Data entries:
--- START ---
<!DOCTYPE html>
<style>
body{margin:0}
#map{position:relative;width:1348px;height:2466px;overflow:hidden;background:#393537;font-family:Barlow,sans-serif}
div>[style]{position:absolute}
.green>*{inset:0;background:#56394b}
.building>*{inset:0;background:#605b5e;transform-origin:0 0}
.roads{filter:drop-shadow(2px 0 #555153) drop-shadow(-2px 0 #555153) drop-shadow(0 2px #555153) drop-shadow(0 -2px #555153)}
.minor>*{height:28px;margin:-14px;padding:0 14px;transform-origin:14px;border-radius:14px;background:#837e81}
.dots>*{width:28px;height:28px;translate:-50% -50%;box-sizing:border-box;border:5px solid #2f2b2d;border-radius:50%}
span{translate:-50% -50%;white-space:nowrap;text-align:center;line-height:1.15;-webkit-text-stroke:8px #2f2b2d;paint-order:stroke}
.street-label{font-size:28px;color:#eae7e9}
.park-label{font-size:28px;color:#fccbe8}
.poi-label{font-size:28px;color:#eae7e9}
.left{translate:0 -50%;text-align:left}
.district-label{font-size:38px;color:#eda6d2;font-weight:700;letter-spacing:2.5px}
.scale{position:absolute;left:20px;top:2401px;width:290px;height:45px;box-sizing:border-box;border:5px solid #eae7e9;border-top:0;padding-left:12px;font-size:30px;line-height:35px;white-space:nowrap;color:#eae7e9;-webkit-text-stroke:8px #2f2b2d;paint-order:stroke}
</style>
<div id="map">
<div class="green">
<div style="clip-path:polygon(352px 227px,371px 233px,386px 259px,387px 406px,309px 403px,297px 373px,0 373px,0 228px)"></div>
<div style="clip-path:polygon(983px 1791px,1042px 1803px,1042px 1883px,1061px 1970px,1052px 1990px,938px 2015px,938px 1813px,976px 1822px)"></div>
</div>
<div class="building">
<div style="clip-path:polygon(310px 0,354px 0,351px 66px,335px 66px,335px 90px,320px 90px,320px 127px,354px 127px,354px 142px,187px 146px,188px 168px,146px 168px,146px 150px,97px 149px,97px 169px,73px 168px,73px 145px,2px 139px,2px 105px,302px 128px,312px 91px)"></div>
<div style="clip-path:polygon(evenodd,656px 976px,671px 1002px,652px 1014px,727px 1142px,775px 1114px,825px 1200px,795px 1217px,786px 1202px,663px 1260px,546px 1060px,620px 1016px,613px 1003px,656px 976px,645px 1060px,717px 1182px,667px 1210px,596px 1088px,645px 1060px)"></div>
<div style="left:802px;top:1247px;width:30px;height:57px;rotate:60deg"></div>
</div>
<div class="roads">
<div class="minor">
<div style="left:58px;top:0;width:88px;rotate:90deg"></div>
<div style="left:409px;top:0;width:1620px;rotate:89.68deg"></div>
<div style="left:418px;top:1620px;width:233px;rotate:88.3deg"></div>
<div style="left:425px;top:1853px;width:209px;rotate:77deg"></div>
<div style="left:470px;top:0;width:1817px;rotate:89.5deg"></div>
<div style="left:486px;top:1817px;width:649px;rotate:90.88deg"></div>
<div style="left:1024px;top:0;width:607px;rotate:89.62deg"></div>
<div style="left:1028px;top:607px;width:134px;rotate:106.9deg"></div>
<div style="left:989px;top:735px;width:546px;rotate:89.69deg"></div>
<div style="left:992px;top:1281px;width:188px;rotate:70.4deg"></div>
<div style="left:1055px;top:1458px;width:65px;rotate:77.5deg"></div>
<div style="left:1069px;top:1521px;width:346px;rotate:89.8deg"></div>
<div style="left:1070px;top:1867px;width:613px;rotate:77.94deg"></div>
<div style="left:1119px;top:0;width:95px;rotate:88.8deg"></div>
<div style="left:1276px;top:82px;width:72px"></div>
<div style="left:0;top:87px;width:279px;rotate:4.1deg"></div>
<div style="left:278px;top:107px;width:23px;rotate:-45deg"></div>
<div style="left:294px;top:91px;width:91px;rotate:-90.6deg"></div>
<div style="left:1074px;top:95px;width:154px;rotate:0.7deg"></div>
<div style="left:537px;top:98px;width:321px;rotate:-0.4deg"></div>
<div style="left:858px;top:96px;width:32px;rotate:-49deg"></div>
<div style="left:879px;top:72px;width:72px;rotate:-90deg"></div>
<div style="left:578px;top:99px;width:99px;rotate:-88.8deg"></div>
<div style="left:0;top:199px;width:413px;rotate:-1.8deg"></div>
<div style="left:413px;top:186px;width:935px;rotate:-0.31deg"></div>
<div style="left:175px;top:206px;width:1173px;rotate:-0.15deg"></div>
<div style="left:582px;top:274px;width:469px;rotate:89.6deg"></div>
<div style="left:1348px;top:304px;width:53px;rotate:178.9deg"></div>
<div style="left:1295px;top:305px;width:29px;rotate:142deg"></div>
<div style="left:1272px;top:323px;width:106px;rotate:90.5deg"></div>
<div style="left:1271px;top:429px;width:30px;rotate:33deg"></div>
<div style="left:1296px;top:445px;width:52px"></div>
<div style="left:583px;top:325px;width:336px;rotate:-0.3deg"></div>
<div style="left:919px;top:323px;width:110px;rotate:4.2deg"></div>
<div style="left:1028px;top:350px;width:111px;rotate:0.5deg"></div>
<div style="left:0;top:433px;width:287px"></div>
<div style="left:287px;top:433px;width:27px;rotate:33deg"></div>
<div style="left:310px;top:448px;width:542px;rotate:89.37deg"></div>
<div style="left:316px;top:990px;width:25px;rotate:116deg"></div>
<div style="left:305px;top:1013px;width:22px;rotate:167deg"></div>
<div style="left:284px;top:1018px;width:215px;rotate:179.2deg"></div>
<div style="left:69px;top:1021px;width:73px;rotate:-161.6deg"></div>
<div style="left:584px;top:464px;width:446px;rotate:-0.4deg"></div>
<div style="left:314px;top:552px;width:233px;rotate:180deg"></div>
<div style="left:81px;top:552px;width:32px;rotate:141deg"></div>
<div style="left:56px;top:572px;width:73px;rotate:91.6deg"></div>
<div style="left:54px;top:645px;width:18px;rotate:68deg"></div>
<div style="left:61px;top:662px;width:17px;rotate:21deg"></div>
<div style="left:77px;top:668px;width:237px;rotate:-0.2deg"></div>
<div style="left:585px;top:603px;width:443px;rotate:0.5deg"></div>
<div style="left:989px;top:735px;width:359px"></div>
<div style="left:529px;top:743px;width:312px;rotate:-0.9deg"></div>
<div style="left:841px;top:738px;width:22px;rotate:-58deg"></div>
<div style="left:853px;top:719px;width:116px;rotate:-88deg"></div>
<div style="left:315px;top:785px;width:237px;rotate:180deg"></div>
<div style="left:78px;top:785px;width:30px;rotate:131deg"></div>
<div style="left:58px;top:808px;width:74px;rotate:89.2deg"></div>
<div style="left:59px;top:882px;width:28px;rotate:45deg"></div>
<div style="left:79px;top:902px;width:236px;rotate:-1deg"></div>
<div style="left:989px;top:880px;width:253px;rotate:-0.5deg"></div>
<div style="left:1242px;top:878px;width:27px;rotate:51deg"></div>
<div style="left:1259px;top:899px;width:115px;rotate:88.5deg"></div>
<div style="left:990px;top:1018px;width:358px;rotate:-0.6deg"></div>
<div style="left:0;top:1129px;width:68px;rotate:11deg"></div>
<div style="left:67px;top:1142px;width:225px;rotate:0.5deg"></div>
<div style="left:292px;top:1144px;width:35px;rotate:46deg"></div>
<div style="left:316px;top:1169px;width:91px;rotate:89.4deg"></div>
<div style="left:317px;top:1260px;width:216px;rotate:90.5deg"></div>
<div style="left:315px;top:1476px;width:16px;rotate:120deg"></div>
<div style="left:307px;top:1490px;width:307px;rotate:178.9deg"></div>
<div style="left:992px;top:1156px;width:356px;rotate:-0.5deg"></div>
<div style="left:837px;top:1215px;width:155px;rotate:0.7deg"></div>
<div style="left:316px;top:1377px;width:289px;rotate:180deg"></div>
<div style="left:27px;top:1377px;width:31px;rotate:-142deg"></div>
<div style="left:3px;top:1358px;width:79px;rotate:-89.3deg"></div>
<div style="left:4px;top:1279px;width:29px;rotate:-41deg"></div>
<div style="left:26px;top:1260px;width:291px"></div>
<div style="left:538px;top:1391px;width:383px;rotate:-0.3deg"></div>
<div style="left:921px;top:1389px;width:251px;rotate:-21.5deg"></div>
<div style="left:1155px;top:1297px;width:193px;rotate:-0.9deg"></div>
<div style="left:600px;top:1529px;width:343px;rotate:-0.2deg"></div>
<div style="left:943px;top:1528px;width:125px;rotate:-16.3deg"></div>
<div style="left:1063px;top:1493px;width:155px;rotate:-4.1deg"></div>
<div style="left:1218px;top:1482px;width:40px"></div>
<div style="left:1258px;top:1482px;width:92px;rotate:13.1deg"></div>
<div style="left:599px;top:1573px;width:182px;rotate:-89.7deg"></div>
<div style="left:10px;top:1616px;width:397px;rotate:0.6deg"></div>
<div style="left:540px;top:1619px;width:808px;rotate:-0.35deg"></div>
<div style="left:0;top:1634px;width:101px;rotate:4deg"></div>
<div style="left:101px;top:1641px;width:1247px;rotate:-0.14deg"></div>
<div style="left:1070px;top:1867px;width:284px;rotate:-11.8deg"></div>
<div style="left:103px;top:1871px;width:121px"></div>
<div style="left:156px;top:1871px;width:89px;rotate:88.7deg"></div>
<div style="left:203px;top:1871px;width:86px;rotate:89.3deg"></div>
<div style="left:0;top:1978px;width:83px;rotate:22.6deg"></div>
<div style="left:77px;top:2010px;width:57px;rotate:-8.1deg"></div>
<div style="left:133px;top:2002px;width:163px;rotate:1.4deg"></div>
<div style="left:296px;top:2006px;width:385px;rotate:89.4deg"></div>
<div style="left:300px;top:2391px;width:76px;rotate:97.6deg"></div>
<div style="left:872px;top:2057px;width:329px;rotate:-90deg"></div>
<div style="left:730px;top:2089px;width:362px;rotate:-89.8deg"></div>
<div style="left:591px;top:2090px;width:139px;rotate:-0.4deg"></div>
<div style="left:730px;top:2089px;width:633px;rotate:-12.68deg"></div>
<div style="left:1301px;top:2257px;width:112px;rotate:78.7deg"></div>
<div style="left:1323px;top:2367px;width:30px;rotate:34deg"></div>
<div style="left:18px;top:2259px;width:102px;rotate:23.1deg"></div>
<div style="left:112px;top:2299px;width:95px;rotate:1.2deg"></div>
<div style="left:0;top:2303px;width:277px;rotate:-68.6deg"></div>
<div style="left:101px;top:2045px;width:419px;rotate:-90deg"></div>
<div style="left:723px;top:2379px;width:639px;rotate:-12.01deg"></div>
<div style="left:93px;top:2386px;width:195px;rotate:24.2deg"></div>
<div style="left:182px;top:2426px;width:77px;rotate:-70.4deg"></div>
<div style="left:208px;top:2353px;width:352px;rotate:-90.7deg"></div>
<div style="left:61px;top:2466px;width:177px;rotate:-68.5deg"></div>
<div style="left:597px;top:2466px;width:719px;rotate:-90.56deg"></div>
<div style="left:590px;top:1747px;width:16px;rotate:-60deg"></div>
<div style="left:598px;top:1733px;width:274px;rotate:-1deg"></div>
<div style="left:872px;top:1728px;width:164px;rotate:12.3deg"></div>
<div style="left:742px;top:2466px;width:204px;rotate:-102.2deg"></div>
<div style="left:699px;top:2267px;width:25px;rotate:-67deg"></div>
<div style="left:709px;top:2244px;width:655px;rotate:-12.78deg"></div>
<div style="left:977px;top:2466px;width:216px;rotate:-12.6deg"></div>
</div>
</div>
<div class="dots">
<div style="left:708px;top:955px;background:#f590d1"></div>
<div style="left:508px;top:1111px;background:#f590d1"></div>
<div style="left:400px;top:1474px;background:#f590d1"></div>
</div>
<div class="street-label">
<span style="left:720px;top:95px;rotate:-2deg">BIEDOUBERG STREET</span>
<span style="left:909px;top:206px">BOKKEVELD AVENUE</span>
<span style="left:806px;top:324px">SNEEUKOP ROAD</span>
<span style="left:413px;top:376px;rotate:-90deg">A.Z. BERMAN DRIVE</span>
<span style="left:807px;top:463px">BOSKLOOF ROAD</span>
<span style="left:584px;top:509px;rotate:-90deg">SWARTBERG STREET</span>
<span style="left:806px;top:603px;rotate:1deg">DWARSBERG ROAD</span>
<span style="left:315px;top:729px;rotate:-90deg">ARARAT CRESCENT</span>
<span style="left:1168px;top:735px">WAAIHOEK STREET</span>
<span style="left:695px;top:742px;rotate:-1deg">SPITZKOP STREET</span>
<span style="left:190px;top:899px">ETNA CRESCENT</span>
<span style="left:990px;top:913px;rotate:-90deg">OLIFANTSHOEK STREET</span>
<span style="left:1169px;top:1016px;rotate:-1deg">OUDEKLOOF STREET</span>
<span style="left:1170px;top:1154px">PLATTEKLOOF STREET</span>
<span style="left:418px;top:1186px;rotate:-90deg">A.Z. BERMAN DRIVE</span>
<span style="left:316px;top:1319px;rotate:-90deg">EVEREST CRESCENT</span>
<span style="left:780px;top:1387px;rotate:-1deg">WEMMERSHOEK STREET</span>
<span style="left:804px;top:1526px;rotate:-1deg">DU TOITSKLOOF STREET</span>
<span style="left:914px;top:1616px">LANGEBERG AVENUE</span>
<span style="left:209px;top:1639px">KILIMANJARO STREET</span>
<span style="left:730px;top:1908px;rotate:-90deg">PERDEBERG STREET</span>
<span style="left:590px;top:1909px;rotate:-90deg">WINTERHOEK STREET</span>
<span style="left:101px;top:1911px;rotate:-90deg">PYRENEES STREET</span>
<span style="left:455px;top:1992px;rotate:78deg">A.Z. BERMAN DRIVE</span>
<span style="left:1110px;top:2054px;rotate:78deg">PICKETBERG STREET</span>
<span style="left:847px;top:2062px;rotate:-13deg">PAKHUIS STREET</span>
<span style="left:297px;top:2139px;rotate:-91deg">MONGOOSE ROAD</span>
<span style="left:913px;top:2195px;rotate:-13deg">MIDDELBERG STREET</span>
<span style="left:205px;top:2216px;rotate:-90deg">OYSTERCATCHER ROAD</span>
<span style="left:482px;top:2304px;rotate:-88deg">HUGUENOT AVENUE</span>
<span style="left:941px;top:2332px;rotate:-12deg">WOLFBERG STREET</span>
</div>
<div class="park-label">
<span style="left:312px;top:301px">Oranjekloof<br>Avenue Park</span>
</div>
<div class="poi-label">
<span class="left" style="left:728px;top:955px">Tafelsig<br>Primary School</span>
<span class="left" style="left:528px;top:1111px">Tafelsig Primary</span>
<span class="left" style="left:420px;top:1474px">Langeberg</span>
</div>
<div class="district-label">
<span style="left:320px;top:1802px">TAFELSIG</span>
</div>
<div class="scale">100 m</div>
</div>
--- END ---
### Aim of the task
Only one stretch is wanted, so please give again exactly the lines from the start of the data through the line containing "0 #555153) drop-shadow(-2px", both ends included.

### Expected answer
<!DOCTYPE html>
<style>
body{margin:0}
#map{position:relative;width:1348px;height:2466px;overflow:hidden;background:#393537;font-family:Barlow,sans-serif}
div>[style]{position:absolute}
.green>*{inset:0;background:#56394b}
.building>*{inset:0;background:#605b5e;transform-origin:0 0}
.roads{filter:drop-shadow(2px 0 #555153) drop-shadow(-2px 0 #555153) drop-shadow(0 2px #555153) drop-shadow(0 -2px #555153)}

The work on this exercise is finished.